Collection entries
# # # # #

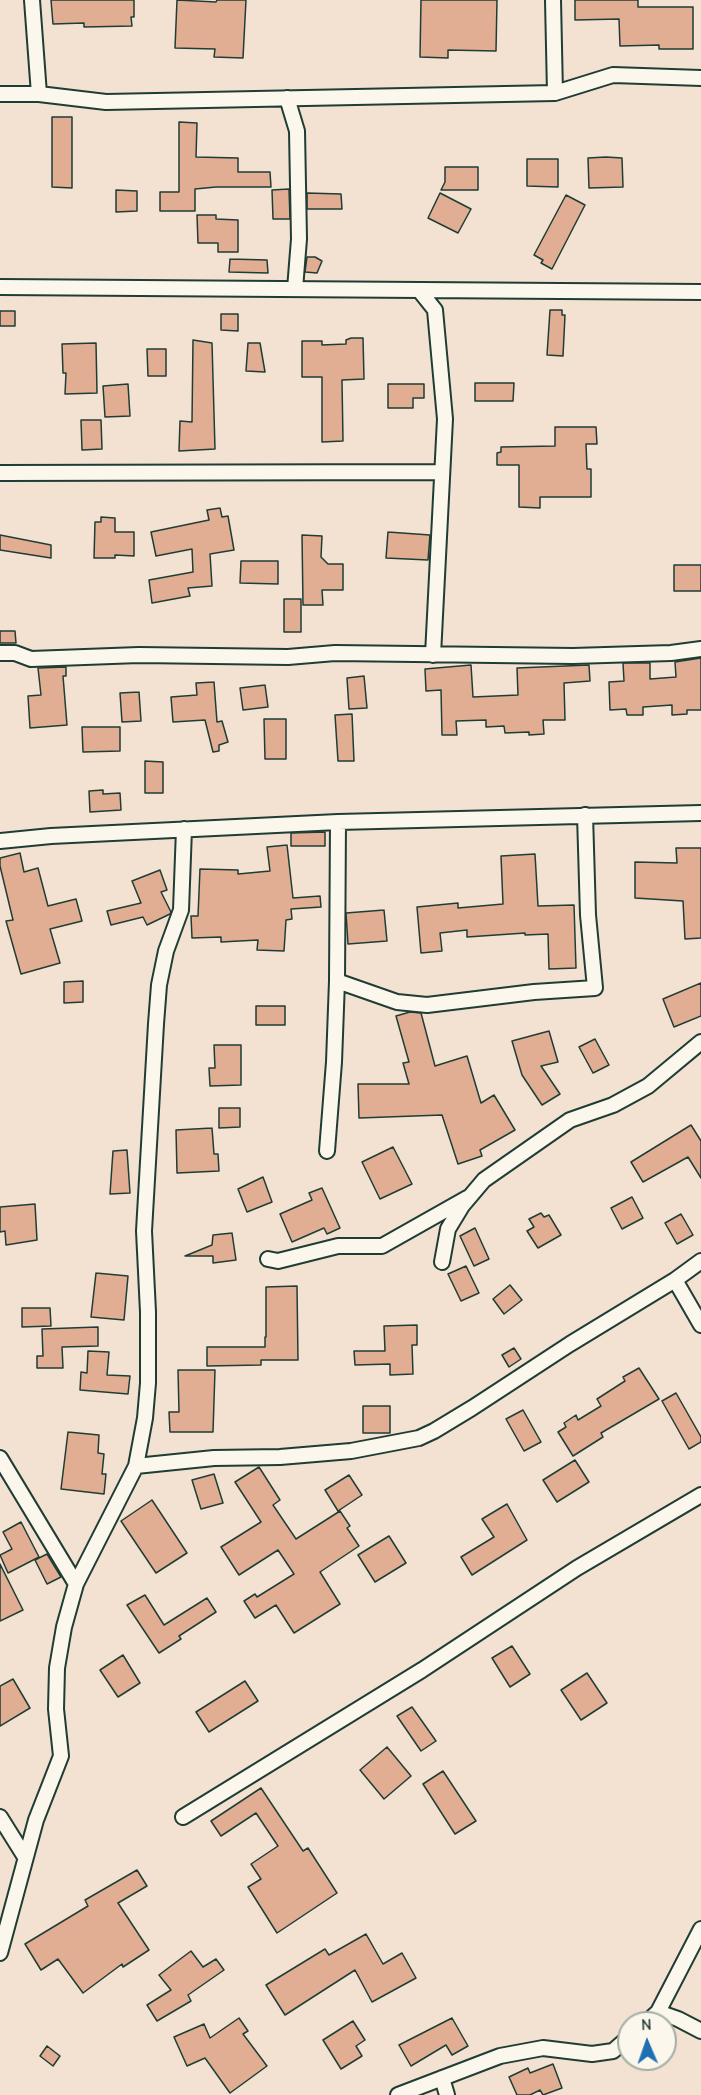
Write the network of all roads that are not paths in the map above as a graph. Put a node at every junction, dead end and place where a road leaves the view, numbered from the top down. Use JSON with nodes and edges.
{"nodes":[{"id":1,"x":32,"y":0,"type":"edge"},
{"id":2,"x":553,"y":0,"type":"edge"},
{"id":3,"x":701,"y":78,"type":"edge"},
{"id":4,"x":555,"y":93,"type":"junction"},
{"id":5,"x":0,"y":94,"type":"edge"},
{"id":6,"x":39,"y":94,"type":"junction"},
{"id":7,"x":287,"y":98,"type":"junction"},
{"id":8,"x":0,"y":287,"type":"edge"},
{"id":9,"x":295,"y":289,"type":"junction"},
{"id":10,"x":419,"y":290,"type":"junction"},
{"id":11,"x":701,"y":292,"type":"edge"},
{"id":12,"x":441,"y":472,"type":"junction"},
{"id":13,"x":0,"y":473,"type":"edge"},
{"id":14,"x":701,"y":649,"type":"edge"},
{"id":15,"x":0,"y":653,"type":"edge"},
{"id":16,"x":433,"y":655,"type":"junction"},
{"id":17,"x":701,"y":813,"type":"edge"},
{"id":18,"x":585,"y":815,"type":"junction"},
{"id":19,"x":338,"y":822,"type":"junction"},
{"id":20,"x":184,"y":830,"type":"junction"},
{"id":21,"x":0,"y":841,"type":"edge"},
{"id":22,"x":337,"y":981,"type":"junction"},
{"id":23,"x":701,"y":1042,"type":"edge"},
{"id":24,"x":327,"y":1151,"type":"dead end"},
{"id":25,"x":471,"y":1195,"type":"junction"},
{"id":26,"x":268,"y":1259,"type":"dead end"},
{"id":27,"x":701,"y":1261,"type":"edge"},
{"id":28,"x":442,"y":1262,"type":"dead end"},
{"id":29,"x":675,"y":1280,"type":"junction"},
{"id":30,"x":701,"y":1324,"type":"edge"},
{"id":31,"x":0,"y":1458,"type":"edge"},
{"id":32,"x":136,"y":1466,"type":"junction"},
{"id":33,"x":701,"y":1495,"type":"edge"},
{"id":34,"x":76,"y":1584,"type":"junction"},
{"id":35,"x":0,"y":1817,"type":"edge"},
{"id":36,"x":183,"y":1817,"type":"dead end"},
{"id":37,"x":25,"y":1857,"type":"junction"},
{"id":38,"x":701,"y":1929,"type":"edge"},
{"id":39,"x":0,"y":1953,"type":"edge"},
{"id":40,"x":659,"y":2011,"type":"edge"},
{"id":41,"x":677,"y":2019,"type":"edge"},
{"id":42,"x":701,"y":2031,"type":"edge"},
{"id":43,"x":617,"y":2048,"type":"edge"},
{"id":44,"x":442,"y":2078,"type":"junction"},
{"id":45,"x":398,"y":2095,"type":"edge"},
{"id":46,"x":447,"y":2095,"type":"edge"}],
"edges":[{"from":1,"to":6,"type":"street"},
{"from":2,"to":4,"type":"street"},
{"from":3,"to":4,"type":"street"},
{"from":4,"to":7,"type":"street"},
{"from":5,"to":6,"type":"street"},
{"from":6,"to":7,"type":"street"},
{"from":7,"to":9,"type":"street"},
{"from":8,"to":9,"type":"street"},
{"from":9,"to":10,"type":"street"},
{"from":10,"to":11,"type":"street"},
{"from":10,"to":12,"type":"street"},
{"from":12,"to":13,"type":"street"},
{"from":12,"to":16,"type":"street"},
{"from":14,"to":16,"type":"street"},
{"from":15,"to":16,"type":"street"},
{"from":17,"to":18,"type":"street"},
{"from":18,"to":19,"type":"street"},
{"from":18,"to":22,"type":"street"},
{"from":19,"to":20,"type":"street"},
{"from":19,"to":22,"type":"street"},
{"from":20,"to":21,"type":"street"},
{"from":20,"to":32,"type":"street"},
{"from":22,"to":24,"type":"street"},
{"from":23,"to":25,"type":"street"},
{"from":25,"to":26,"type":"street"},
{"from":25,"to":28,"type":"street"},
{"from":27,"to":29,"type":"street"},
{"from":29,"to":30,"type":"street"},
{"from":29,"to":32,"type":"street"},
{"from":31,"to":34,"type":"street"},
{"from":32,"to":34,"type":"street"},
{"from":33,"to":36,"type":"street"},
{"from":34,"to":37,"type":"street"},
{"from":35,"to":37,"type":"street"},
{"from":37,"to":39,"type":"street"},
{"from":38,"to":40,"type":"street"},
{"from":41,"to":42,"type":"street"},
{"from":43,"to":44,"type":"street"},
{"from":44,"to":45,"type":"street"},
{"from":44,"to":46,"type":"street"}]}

# # # # #

Task brief
Pull each line containing "nodes" from the records.

Task solution
Write the network of all roads that are not paths in the map above as a graph. Put a node at every junction, dead end and place where a road leaves the view, numbered from the top down. Use JSON with nodes and edges.
{"nodes":[{"id":1,"x":32,"y":0,"type":"edge"},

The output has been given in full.